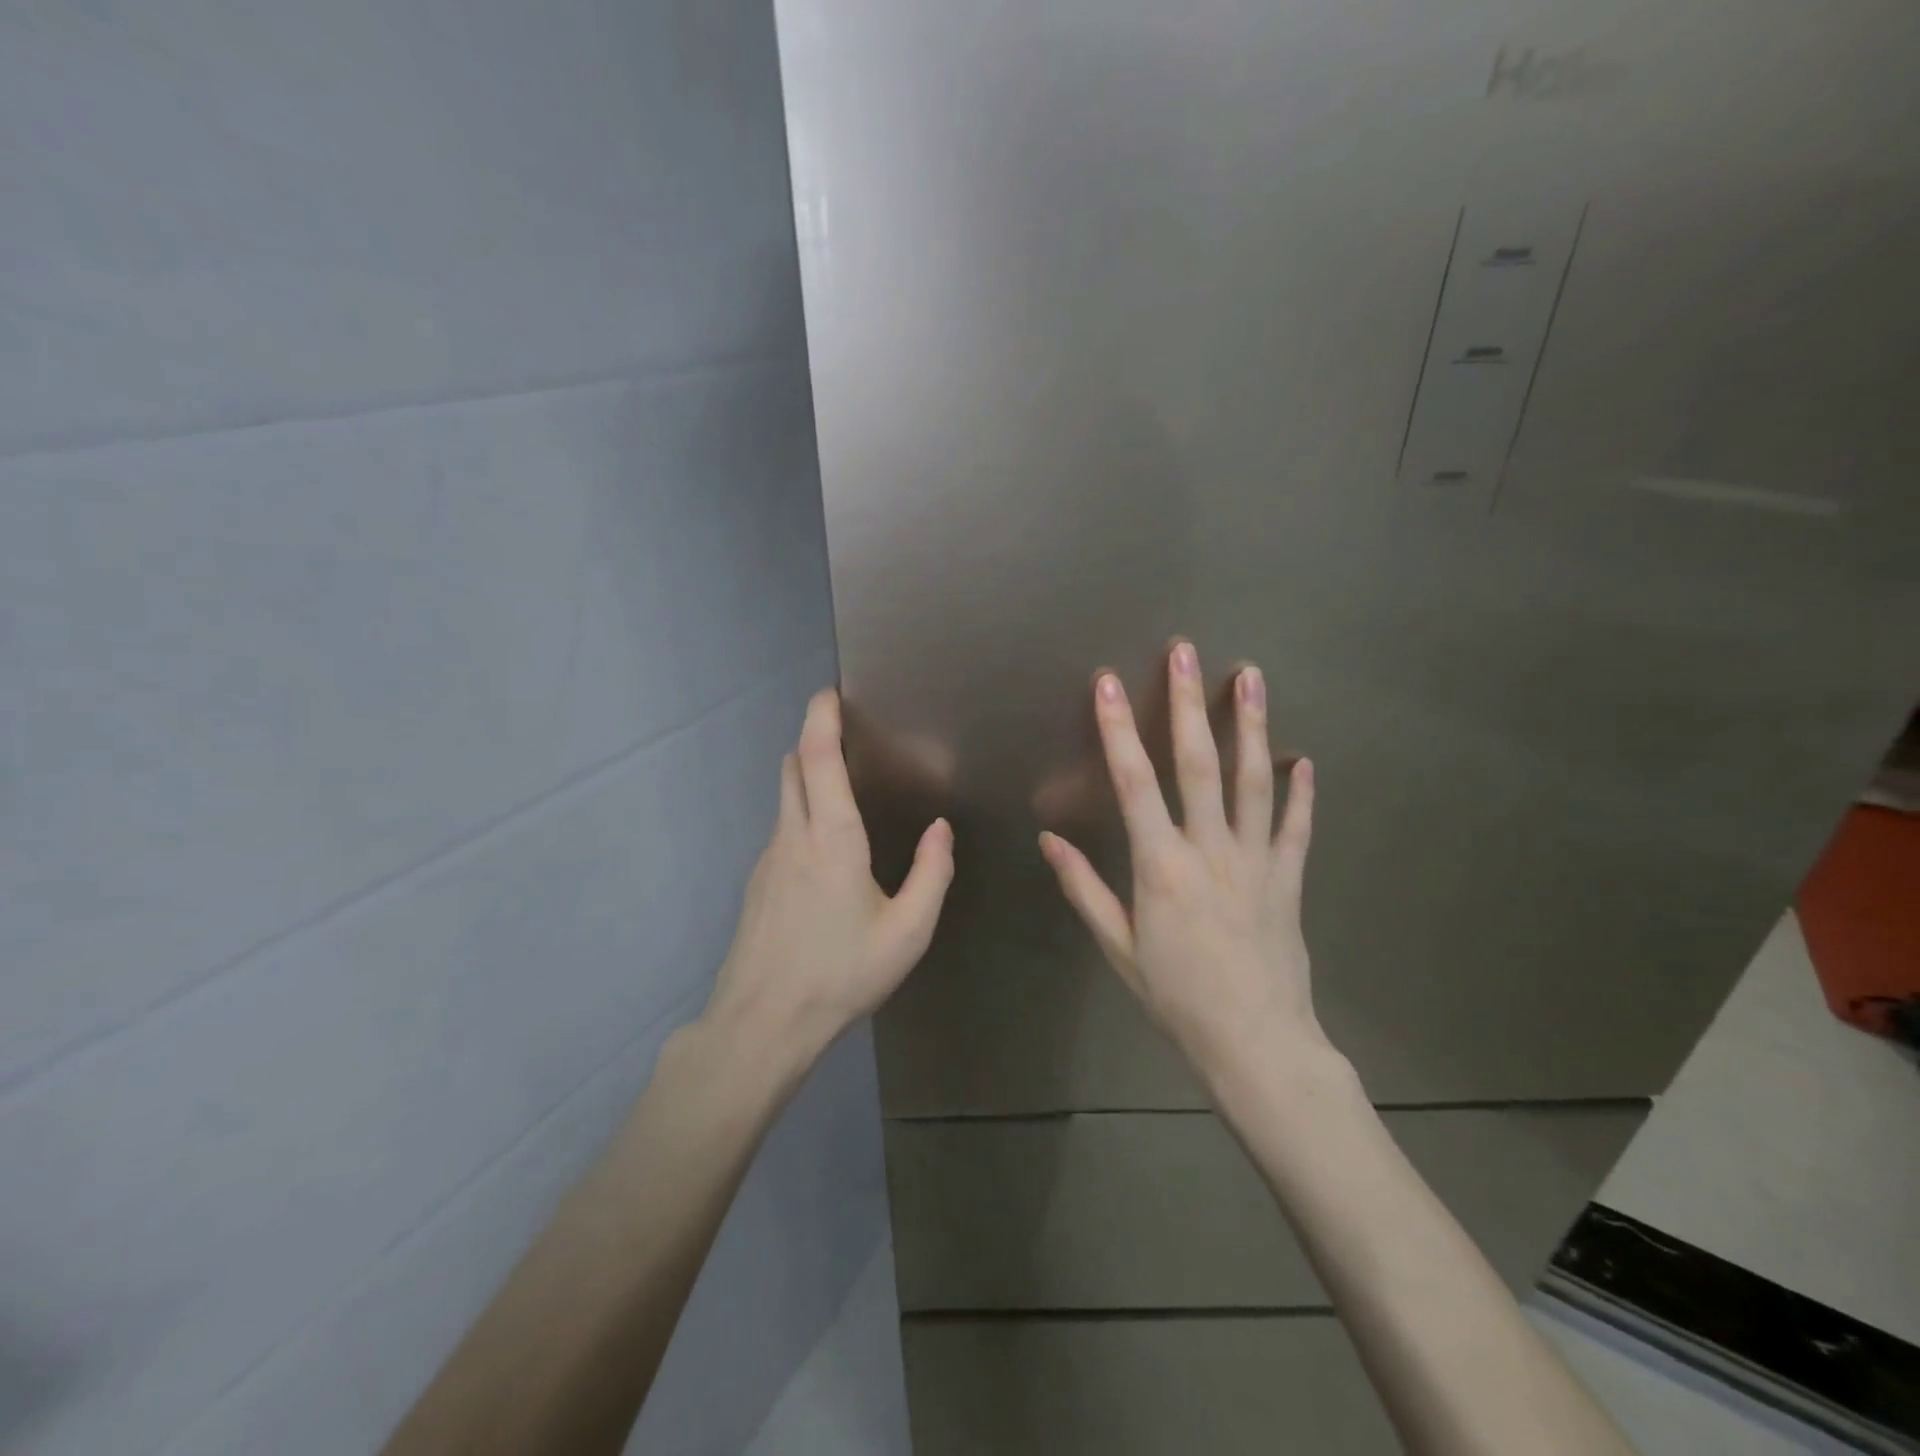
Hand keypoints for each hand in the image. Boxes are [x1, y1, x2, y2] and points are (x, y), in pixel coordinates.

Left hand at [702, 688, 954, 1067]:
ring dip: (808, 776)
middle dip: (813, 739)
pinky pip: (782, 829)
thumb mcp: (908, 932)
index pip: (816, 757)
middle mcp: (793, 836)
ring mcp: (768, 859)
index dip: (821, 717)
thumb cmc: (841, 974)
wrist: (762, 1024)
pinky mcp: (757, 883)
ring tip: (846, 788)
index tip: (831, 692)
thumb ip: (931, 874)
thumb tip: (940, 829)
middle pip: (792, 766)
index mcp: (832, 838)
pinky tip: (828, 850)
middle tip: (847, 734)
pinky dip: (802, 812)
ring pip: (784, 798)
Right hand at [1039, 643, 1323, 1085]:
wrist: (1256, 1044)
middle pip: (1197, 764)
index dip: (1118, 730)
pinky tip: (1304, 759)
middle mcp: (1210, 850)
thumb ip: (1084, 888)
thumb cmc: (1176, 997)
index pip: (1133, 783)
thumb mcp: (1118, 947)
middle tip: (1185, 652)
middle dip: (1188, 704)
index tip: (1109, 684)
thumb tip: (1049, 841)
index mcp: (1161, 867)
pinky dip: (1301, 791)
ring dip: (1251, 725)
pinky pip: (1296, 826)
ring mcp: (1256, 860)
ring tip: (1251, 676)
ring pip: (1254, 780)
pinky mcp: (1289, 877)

...

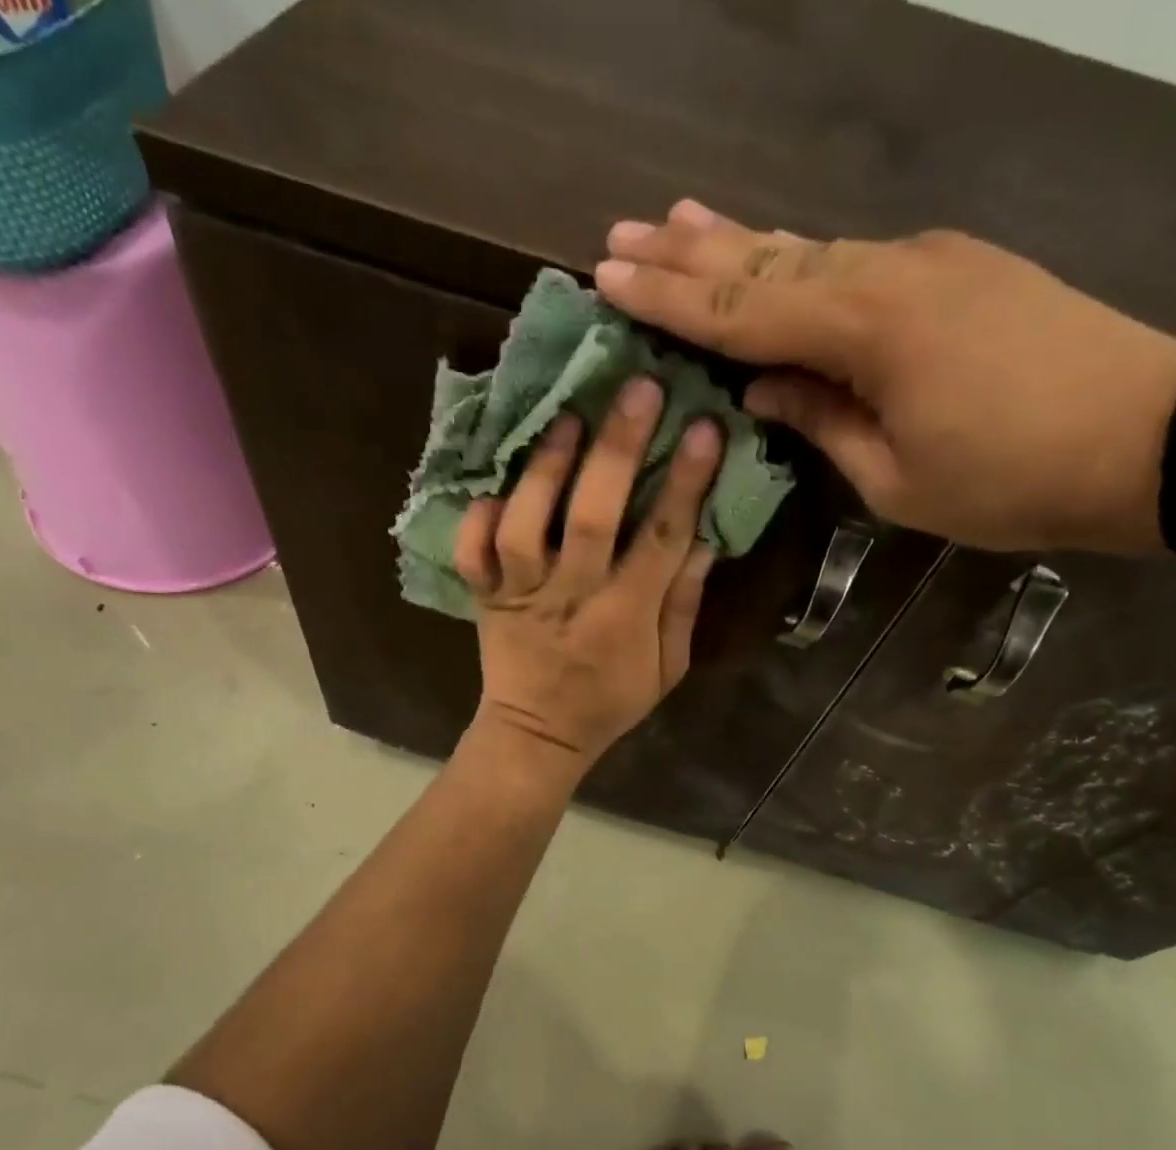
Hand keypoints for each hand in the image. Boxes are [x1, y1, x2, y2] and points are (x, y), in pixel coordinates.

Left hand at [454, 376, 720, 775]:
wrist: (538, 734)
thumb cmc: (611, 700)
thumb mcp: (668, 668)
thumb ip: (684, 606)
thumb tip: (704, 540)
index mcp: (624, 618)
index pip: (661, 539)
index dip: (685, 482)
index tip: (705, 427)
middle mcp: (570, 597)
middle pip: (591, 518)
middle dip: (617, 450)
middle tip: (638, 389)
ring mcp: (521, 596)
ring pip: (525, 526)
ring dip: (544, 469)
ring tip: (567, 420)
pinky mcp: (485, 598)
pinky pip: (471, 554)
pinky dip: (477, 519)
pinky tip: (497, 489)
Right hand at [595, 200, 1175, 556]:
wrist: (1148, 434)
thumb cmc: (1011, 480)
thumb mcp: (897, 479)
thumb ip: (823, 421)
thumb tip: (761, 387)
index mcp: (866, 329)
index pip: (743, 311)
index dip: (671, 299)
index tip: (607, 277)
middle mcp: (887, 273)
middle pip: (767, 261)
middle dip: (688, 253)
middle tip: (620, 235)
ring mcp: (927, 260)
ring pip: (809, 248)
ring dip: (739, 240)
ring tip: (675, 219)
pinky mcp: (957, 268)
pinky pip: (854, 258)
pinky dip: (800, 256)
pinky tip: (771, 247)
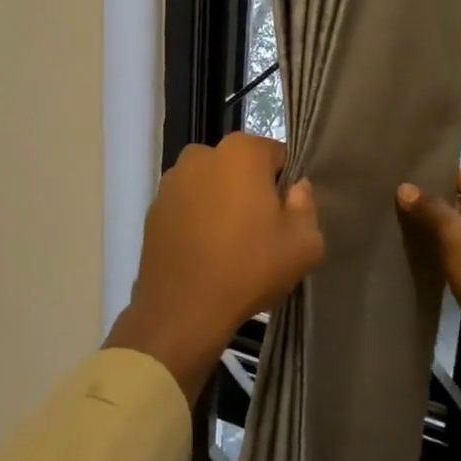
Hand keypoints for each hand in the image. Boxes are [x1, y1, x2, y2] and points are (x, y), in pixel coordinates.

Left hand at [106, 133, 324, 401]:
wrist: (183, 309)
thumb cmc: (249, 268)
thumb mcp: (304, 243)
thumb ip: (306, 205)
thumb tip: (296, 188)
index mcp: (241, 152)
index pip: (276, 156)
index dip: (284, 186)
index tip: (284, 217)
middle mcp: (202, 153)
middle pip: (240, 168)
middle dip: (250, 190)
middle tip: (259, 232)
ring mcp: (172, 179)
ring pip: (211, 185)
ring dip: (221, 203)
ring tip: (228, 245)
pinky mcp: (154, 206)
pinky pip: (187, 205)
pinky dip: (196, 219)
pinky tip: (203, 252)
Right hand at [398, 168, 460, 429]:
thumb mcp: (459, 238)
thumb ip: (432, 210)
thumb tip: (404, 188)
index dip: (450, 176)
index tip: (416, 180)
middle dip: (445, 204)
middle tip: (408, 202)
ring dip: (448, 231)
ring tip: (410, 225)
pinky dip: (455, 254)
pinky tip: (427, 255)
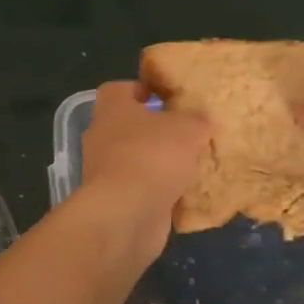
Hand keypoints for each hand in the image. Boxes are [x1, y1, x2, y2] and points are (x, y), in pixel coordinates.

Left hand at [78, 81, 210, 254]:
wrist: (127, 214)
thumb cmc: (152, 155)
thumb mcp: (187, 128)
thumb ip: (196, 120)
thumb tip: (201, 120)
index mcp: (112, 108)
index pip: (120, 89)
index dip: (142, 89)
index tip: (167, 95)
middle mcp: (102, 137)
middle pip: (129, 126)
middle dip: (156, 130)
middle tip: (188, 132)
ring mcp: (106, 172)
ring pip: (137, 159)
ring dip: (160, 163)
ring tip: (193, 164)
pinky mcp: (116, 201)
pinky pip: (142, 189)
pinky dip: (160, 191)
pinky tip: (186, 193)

# What you are asked to do:
Would you retype the lines above from the one with "index tip: (1109, 684)" down to the one with "pinky mcp: (1289, 877)", word for word, both ends included and no other lines?

# Output for this task:
index tip: (1109, 684)
thumb tip: (1049, 841)
index mcp: (1161, 867)
pinky dip: (1301, 791)
ring dip: (1251, 725)
pinky pip: (1296, 826)
ring mcp: (1256, 860)
ring tip: (1251, 676)
ring pip: (1254, 780)
pinky mcp: (1289, 877)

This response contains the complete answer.